On May 31, 2019, the Commission introduced a new regulation, making B.C. the first province in western Canada to require the restoration of oil and gas wells as part of its Comprehensive Liability Management Plan (CLMP). The new regulation addresses the long-standing concerns raised by Indigenous communities and members of the public about the pace of restoration on inactive oil and gas sites.
The new measures include improving the rate of wellsite restoration by giving each wellsite a timeline for the cleanup and restoration, as well as rigorous compliance and enforcement checks, and proactive monitoring and inspection.
In addition, the new regulation increases opportunities for Indigenous communities and land owners to identify high priority sites for restoration. The CLMP also creates opportunities to collaborate with Indigenous communities on the role of traditional knowledge in restoration priorities and outcomes.
The Commission, Saulteau First Nations, as well as other Indigenous communities in B.C.’s northeast are beginning to work together on enhanced restoration approaches to provide improved guidance on restoration expectations and report on oil and gas disturbance status across the asset lifecycle. The Commission and Saulteau First Nations have also partnered on a restoration pilot for an orphan site, where the community has overseen the project using traditional ecological knowledge about native plants, wetlands and wildlife habitat. In addition, the Commission was pleased to have been invited to participate in the annual Reclamation Tradefair hosted by Saulteau in May 2019. The Commission continues work with Indigenous communities to strengthen relationships and collaborate on new restoration initiatives.
Work on dormant sites has already begun and once fully implemented, will result in the restoration of over 10,000 wellsites by 2036.

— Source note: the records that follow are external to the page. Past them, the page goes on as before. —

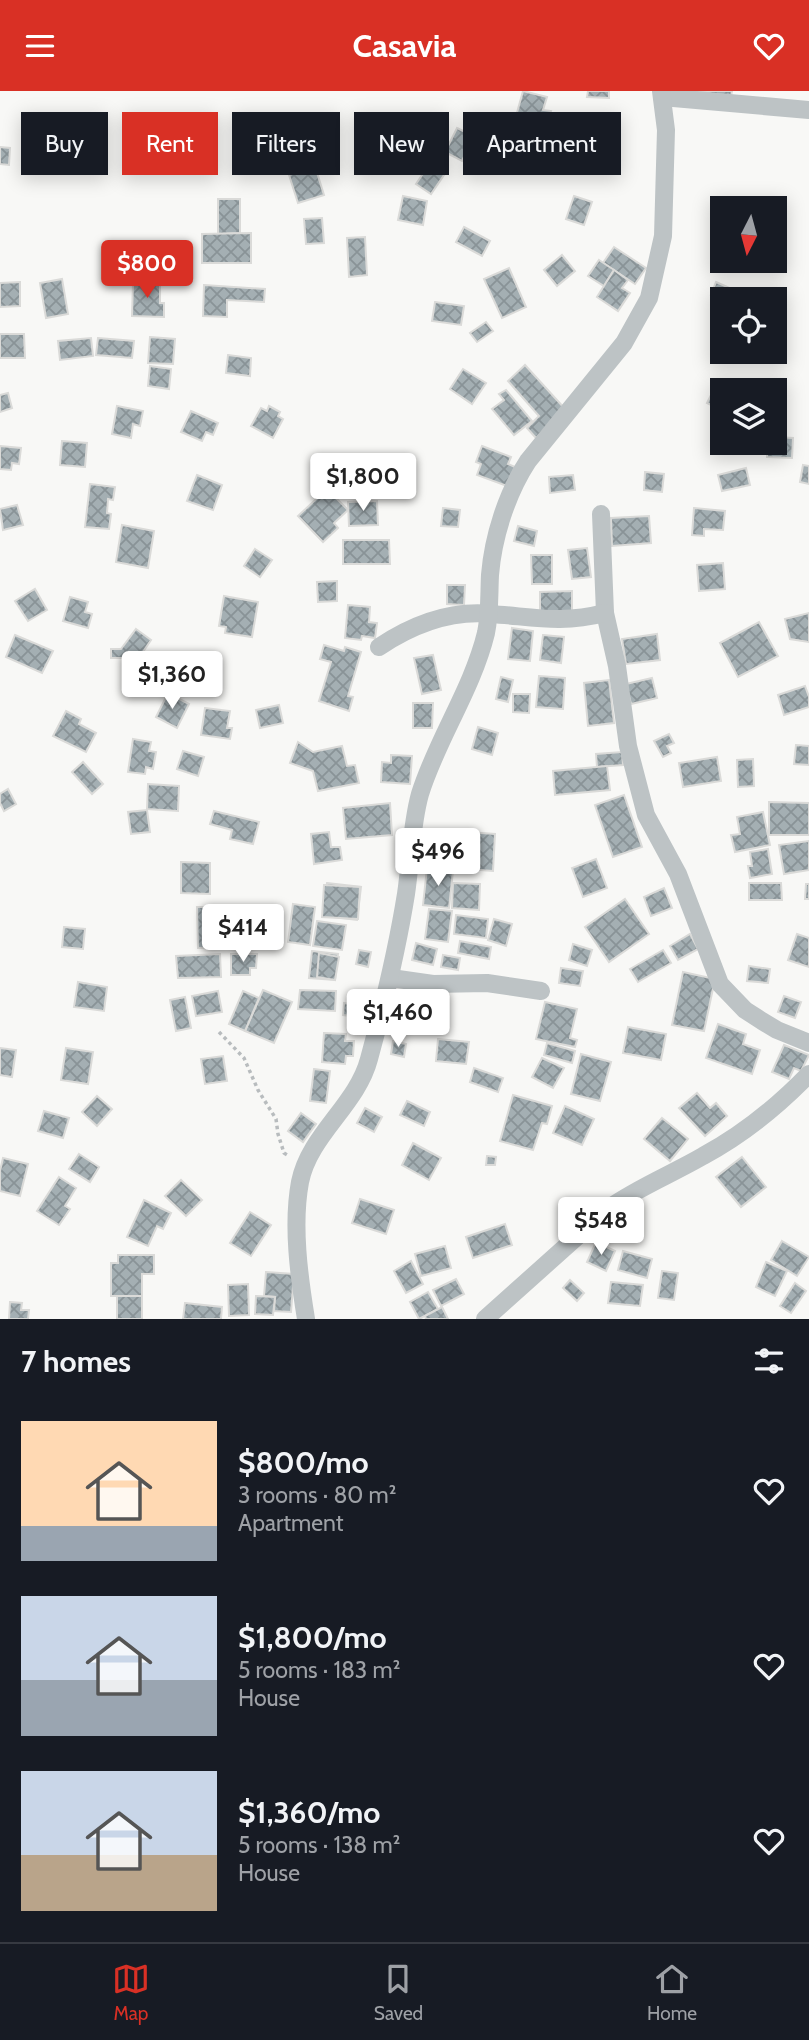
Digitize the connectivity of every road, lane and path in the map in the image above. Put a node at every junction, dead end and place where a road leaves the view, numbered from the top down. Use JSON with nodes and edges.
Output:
{"nodes":[{"id":1,"x":662,"y":94,"type":"edge"},
{"id":2,"x":809,"y":110,"type":"edge"},
{"id":3,"x":601,"y":514,"type":"dead end"},
{"id":4,"x":605,"y":613,"type":"junction"},
{"id":5,"x":490,"y":614,"type":"junction"},
{"id":6,"x":379,"y":647,"type":"dead end"},
{"id":7,"x":391,"y":978,"type":"junction"},
{"id":8,"x":541,"y":991,"type":"dead end"},
{"id":9,"x":219,"y":1032,"type":"dead end"},
{"id":10,"x":809,"y":1042,"type":"edge"},
{"id":11,"x":809,"y":1074,"type":"edge"},
{"id":12,"x":305,"y":1166,"type":"junction"},
{"id":13,"x":306,"y":1319,"type":"edge"},
{"id":14,"x":485,"y":1319,"type":"edge"}],
"edges":[{"from":1,"to":2,"type":"street"},
{"from":1,"to":5,"type":"street"},
{"from":3,"to":4,"type":"street"},
{"from":4,"to":5,"type":"street"},
{"from":4,"to":10,"type":"street"},
{"from":5,"to":6,"type":"street"},
{"from":5,"to":7,"type":"street"},
{"from":7,"to":8,"type":"street"},
{"from":7,"to":12,"type":"street"},
{"from":9,"to":12,"type":"path"},
{"from":11,"to":14,"type":"street"},
{"from":12,"to":13,"type":"street"}]}
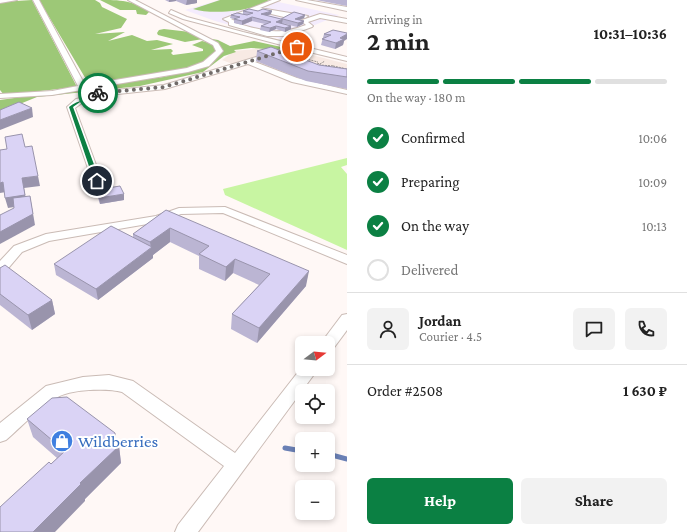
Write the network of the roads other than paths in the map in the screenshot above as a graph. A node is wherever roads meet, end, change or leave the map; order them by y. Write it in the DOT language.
graph roads {
  1 [pos="14,0"];
  2 [pos="36,0"];
  3 [pos="131,0"];
  4 [pos="277,0"];
  5 [pos="299,0"];
  6 [pos="0,1"];
  7 [pos="254,8"];
  8 [pos="347,9"];
  9 [pos="176,12"];
  10 [pos="283,15"];
  11 [pos="312,18"];
  12 [pos="272,19"];
  13 [pos="200,20"];
  14 [pos="347,21"];
  15 [pos="259,24"];
  16 [pos="181,26"];
  17 [pos="247,28"];
  18 [pos="306,44"];
  19 [pos="297,48"];
  20 [pos="258,51"];
  21 [pos="283,53"];
  22 [pos="272,56"];
  23 [pos="248,58"];
  24 [pos="347,59"];
  25 [pos="285,60"];
  26 [pos="83,88"];
  27 [pos="347,92"];
  28 [pos="3,97"];
  29 [pos="97,181"];
  30 [pos="347,260"];
  31 [pos="0,269"];
  32 [pos="347,320"];
  33 [pos="335,336"];
  34 [pos="305,376"];
  35 [pos="0,434"];
  36 [pos="237,465"];
  37 [pos="185,532"];
  1 -- 6 [label="street"];
  2 -- 26 [label="street"];
  3 -- 16 [label="street"];
  4 -- 7 [label="street"];
  5 -- 8 [label="street"];
  7 -- 10 [label="street"];
  7 -- 17 [label="street"];
  9 -- 13 [label="street"];
  10 -- 11 [label="street"];
  10 -- 12 [label="street"];
  11 -- 14 [label="street"];
  11 -- 17 [label="street"];
  13 -- 16 [label="street"];
  13 -- 19 [label="street"];
  15 -- 17 [label="street"];
  16 -- 26 [label="street"];
  18 -- 19 [label="street"];
  19 -- 21 [label="street"];
  19 -- 24 [label="street"];
  20 -- 21 [label="street"];
  21 -- 22 [label="street"];
  22 -- 23 [label="street"];
  22 -- 25 [label="street"];
  23 -- 27 [label="street"];
  23 -- 29 [label="street"];
  26 -- 28 [label="street"];
  30 -- 31 [label="street"];
  32 -- 33 [label="street"];
  34 -- 36 [label="street"];
  35 -- 36 [label="street"];
  36 -- 37 [label="street"];
}
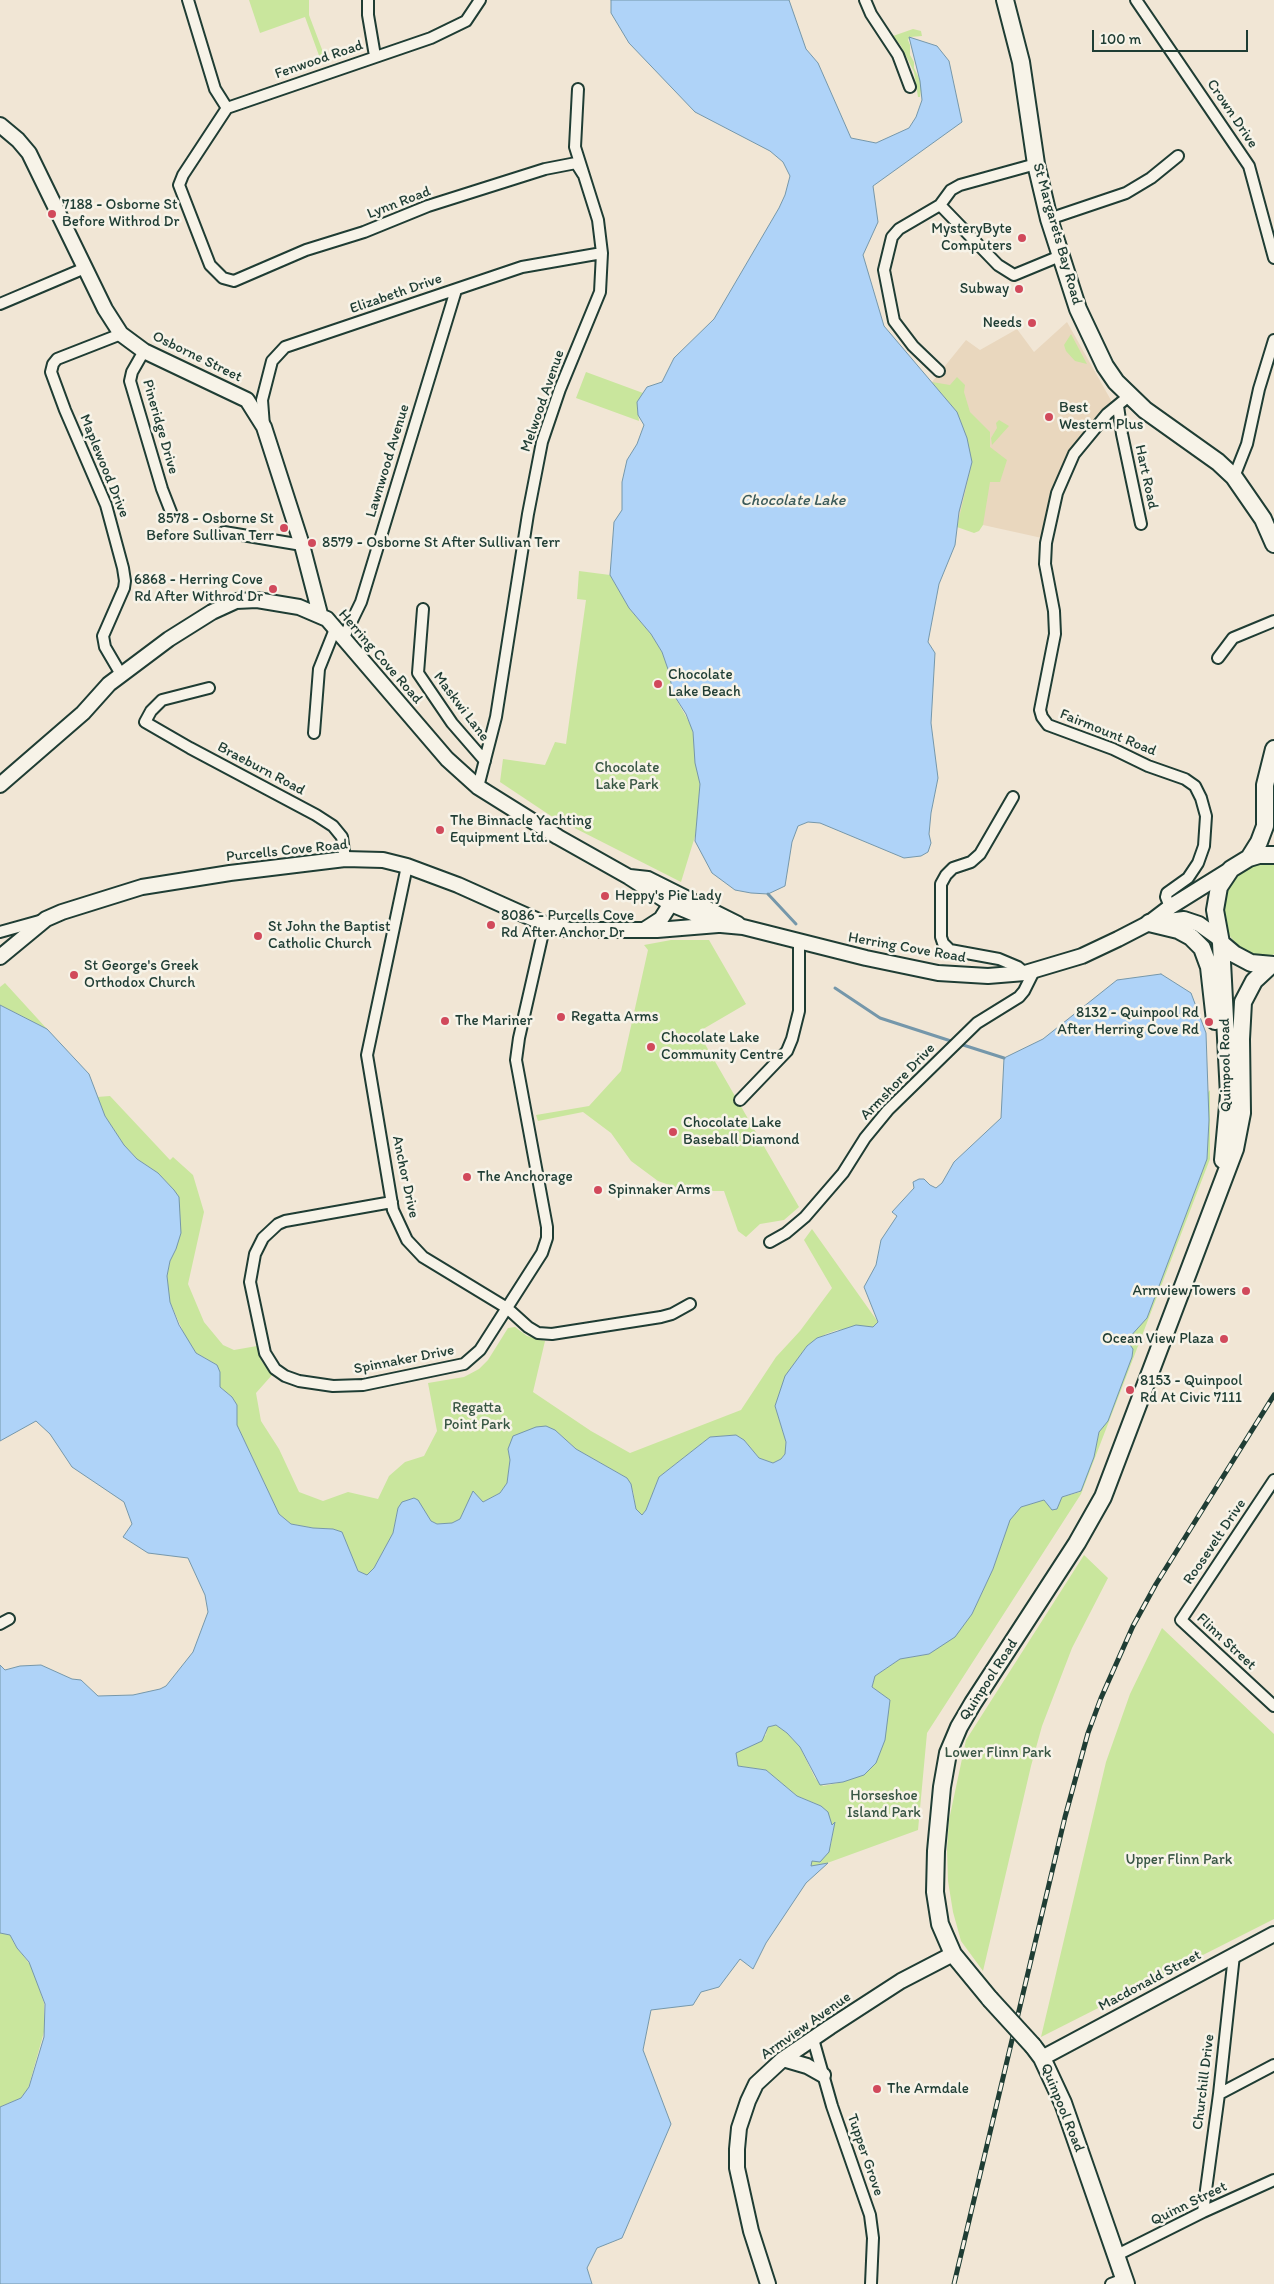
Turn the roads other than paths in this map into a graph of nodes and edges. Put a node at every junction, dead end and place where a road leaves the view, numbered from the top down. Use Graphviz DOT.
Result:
graph roads {
  1 [pos="188,0"];
  2 [pos="368,0"];
  3 [pos="480,0"];
  4 [pos="865,0"];
  5 [pos="1006,0"];
  6 [pos="1136,0"];
  7 [pos="375,56"];
  8 [pos="910,87"];
  9 [pos="578,89"];
  10 [pos="227,108"];
  11 [pos="0,125"];
  12 [pos="1178,156"];
  13 [pos="1036,164"];
  14 [pos="583,174"];
  15 [pos="940,206"];
  16 [pos="1049,219"];
  17 [pos="602,253"];
  18 [pos="1060,256"];
  19 [pos="1274,258"];
  20 [pos="85,268"];
  21 [pos="456,290"];
  22 [pos="0,304"];
  23 [pos="121,334"];
  24 [pos="1274,340"];
  25 [pos="144,351"];
  26 [pos="939,371"];
  27 [pos="1124,401"];
  28 [pos="264,427"];
  29 [pos="1234,477"];
  30 [pos="171,512"];
  31 [pos="1141,524"];
  32 [pos="224,532"];
  33 [pos="1274,544"];
  34 [pos="302,546"];
  35 [pos="424,609"];
  36 [pos="320,614"];
  37 [pos="1274,621"];
  38 [pos="339,634"];
  39 [pos="1218,658"];
  40 [pos="122,676"];
  41 [pos="209,688"];
  42 [pos="314,733"];
  43 [pos="1274,749"];
  44 [pos="485,762"];
  45 [pos="0,785"];
  46 [pos="478,786"];
  47 [pos="1013,797"];
  48 [pos="1274,855"];
  49 [pos="1249,858"];
  50 [pos="345,859"];
  51 [pos="408,866"];
  52 [pos="1232,869"];
  53 [pos="674,899"];
  54 [pos="1170,907"];
  55 [pos="46,919"];
  56 [pos="545,924"];
  57 [pos="1149,924"];
  58 [pos="721,925"];
  59 [pos="743,927"];
  60 [pos="644,930"];
  61 [pos="0,932"];
  62 [pos="1220,941"];
  63 [pos="799,942"];
  64 [pos="0,957"];
  65 [pos="1273,966"];
  66 [pos="1030,972"];
  67 [pos="740,1100"];
  68 [pos="1228,1109"];
  69 [pos="1220,1187"];
  70 [pos="392,1202"];
  71 [pos="770,1242"];
  72 [pos="690,1304"];
  73 [pos="507,1308"];
  74 [pos="1274,1480"];
  75 [pos="1180,1620"];
  76 [pos="1274,1706"];
  77 [pos="1274,1934"];
  78 [pos="953,1954"];
  79 [pos="1234,1955"];
  80 [pos="813,2039"];
  81 [pos="1037,2052"];
  82 [pos="784,2059"];
  83 [pos="1274,2065"];
  84 [pos="823,2075"];
  85 [pos="1219,2094"];
  86 [pos="1274,2180"];
  87 [pos="1203,2212"];
  88 [pos="1117,2255"];
  89 [pos="1120,2282"];
  90 [pos="768,2284"];
  91 [pos="872,2284"];
  1 -- 10 [label="street"];
  2 -- 7 [label="street"];
  3 -- 7 [label="street, Fenwood Road"];
  4 -- 8 [label="street"];
  5 -- 13 [label="main road, St Margarets Bay Road"];
  6 -- 19 [label="street, Crown Drive"];
  7 -- 10 [label="street, Fenwood Road"];
  9 -- 14 [label="street, Melwood Avenue"];
  10 -- 14 [label="street, Lynn Road"];
  11 -- 20 [label="main road, Osborne Street"];
  12 -- 16 [label="street"];
  13 -- 15 [label="street"];
  13 -- 16 [label="main road, St Margarets Bay Road"];
  14 -- 17 [label="street, Melwood Avenue"];
  15 -- 18 [label="street"];
  15 -- 26 [label="street"];
  16 -- 18 [label="main road, St Margarets Bay Road"];
  17 -- 21 [label="street, Elizabeth Drive"];
  17 -- 44 [label="street, Melwood Avenue"];
  18 -- 27 [label="main road, St Margarets Bay Road"];
  20 -- 22 [label="street"];
  20 -- 23 [label="main road, Osborne Street"];
  21 -- 28 [label="street, Elizabeth Drive"];
  21 -- 38 [label="street, Lawnwood Avenue"];
  23 -- 25 [label="main road, Osborne Street"];
  23 -- 40 [label="street, Maplewood Drive"];
  24 -- 29 [label="street"];
  25 -- 28 [label="main road, Osborne Street"];
  25 -- 30 [label="street, Pineridge Drive"];
  27 -- 29 [label="main road, St Margarets Bay Road"];
  27 -- 31 [label="street, Hart Road"];
  27 -- 54 [label="street, Fairmount Road"];
  28 -- 34 [label="main road, Osborne Street"];
  29 -- 33 [label="main road, St Margarets Bay Road"];
  32 -- 34 [label="street"];
  34 -- 36 [label="main road, Osborne Street"];
  35 -- 44 [label="street, Maskwi Lane"];
  36 -- 38 [label="main road, Herring Cove Road"];
  36 -- 40 [label="main road, Herring Cove Road"];
  37 -- 39 [label="street"];
  38 -- 42 [label="street, Lawnwood Avenue"];
  38 -- 46 [label="main road, Herring Cove Road"];
  40 -- 45 [label="main road, Herring Cove Road"];
  41 -- 50 [label="street, Braeburn Road"];
  43 -- 49 [label="main road"];
  44 -- 46 [label="street, Melwood Avenue"];
  46 -- 53 [label="main road, Herring Cove Road"];
  47 -- 66 [label="street"];
  48 -- 49 [label="main road"];
  49 -- 52 [label="main road"];
  50 -- 51 [label="main road, Purcells Cove Road"];
  50 -- 55 [label="main road, Purcells Cove Road"];
  51 -- 56 [label="main road, Purcells Cove Road"];
  51 -- 70 [label="street, Anchor Drive"];
  52 -- 54 [label="main road, Herring Cove Road"];
  52 -- 62 [label="main road, Quinpool Road"];
  53 -- 58 [label="main road, Herring Cove Road"];
  53 -- 59 [label="main road, Herring Cove Road"];
  53 -- 60 [label="main road"];
  54 -- 57 [label="main road, Herring Cove Road"];
  55 -- 61 [label="street"];
  55 -- 64 [label="main road, Purcells Cove Road"];
  56 -- 60 [label="main road, Purcells Cove Road"];
  56 -- 73 [label="street, Spinnaker Drive"];
  57 -- 62 [label="main road, Herring Cove Road"];
  57 -- 66 [label="main road, Herring Cove Road"];
  57 -- 68 [label="main road"];
  58 -- 59 [label="main road, Herring Cove Road"];
  58 -- 60 [label="main road, Purcells Cove Road"];
  59 -- 63 [label="main road, Herring Cove Road"];
  62 -- 65 [label="main road"];
  62 -- 68 [label="main road, Quinpool Road"];
  63 -- 66 [label="main road, Herring Cove Road"];
  63 -- 67 [label="street"];
  65 -- 69 [label="main road, Quinpool Road"];
  66 -- 71 [label="street, Armshore Drive"];
  68 -- 69 [label="main road, Quinpool Road"];
  69 -- 78 [label="main road, Quinpool Road"];
  70 -- 73 [label="street, Anchor Drive"];
  70 -- 73 [label="street, Spinnaker Drive"];
  72 -- 73 [label="street, Anchor Drive"];
  74 -- 75 [label="street, Roosevelt Drive"];
  75 -- 76 [label="street, Flinn Street"];
  77 -- 79 [label="main road, Macdonald Street"];
  78 -- 80 [label="main road, Armview Avenue"];
  78 -- 81 [label="main road, Quinpool Road, bridge"];
  79 -- 81 [label="main road, Macdonald Street"];
  79 -- 85 [label="street, Churchill Drive"];
  80 -- 82 [label="main road, Armview Avenue"];
  80 -- 84 [label="street, Tupper Grove"];
  81 -- 88 [label="main road, Quinpool Road"];
  82 -- 84 [label="main road"];
  82 -- 90 [label="main road, Armview Avenue"];
  83 -- 85 [label="street"];
  84 -- 91 [label="street, Tupper Grove"];
  85 -- 87 [label="street, Churchill Drive"];
  86 -- 87 [label="street, Quinn Street"];
  87 -- 88 [label="street, Quinn Street"];
  88 -- 89 [label="main road, Quinpool Road"];
}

Chief Ken Cameron, Saulteau First Nations: “We believe by working together with government and industry, we can protect the public interest in sustainable development by restoring landscapes and ecosystems to their natural state after oil and gas activities are completed. We welcome the Commission’s efforts to involve our community in creating new restoration frameworks and standards, and we look forward to working together to share and apply our traditional knowledge and our technical expertise on restoration projects. We are confident all British Columbians will benefit from this new approach to collaboration and restoration.”
Paul Jeakins, Commissioner, BC Oil and Gas Commission: “We are proud to support the work being undertaken by Saulteau First Nations on restoration issues in northeast B.C. The Commission values Indigenous insights and looks forward to continuing conversations about restoration initiatives. In the meantime, Saulteau’s commitment to restoration research and training, and their use of ecologically suitable and culturally appropriate native plants during restoration, are both exemplary.”